Joe introduced his American wife to several old family friends. He learned that many of valuable paintings the family had left with friends remained hidden by the villagers. Not all of them, however. Some were sold to keep families alive and others remained stashed in attics. Joe discovered that the new government returned confiscated properties if ownership could be proven. Never dreaming he would have any of the family property again, he began the legal process to see if he might get some of the holdings back. As if by magic, he became the owner of a castle and real estate in downtown Prague. But he had no intention of moving back to the Czech Republic. He had given up being the Baron long before. He was an American now. He knew he must return to his homeland to oversee the many business details, and so their retirement years slipped into a new routine. Four times a year Joe and Elizabeth journeyed to the Czech Republic for three weeks at a time, and the rest of the year they spent in America.

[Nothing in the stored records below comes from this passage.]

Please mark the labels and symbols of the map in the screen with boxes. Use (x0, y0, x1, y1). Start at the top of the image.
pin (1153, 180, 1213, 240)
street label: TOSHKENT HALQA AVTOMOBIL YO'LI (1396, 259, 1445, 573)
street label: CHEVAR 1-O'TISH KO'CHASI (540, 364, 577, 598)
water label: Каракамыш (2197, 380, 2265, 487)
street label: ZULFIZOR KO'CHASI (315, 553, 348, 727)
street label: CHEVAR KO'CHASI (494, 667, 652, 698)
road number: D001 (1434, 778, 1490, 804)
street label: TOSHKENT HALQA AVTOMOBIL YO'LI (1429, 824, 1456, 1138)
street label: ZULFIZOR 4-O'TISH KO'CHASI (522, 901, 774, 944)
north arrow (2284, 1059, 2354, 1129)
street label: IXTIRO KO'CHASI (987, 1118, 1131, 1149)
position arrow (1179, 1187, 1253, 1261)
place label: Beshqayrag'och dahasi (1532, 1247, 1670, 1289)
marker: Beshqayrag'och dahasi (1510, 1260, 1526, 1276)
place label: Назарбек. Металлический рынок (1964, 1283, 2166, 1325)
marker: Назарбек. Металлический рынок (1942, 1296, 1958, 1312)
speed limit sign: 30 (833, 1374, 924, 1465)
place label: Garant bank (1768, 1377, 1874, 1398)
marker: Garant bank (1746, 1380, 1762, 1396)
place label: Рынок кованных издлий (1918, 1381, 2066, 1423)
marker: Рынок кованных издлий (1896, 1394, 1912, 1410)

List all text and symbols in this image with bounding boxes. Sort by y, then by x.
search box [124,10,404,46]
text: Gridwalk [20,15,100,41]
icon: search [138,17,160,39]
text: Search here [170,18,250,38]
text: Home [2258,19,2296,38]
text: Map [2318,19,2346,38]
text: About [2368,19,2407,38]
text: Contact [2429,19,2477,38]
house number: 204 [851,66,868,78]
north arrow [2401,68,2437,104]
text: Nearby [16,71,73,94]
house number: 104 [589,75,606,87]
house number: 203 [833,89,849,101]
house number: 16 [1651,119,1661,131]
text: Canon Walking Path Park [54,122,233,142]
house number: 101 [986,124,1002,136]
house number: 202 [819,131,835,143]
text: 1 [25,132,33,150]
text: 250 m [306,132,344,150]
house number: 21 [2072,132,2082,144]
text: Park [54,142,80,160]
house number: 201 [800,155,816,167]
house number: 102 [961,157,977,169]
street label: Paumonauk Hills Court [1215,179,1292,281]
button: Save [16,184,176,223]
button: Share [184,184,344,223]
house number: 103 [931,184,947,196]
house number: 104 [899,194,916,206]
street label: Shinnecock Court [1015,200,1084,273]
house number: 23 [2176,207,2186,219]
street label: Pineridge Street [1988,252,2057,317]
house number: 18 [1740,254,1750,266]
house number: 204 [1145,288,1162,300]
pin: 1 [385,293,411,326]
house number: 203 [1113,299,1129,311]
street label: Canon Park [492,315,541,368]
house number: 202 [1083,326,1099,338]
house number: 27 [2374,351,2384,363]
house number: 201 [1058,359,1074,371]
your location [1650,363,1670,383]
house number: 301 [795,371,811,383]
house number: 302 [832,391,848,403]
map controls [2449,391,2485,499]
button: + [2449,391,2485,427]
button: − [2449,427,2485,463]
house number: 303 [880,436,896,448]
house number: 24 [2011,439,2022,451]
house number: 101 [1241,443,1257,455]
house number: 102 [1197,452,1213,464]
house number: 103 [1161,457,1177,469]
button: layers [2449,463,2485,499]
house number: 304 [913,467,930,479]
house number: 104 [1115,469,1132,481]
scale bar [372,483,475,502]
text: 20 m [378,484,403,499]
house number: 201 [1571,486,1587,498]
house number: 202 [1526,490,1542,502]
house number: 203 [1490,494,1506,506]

But now Joe had a problem. What was he to do with the profits from these newfound businesses? He devised a plan which would help the youth in the Czech Republic and to also benefit the American university where he’d taught so many years. He started a scholarship program for Czech students to come to Kansas State University for one or two semesters. And come they did. After the first group completed their time, word spread around Prague like wildfire. Students at Czech Tech and Charles University learned that not only could you spend a wonderful year at an American university, but the man and his wife who made it possible also invited you to their home for dinner, became your American family. More students came each year, and now some of the Kansas State students have gone to Prague in a reverse exchange.
Joe tells the young Czechs that they are the future of their country. “Study hard,” he says to each new group. “Go home and help the Czech Republic.” And they listen to this man who lost so much and then regained it almost fifty years later.
Fairy tales often end “…and they lived happily ever after.” I think Joe would agree that is the way his story ended, too.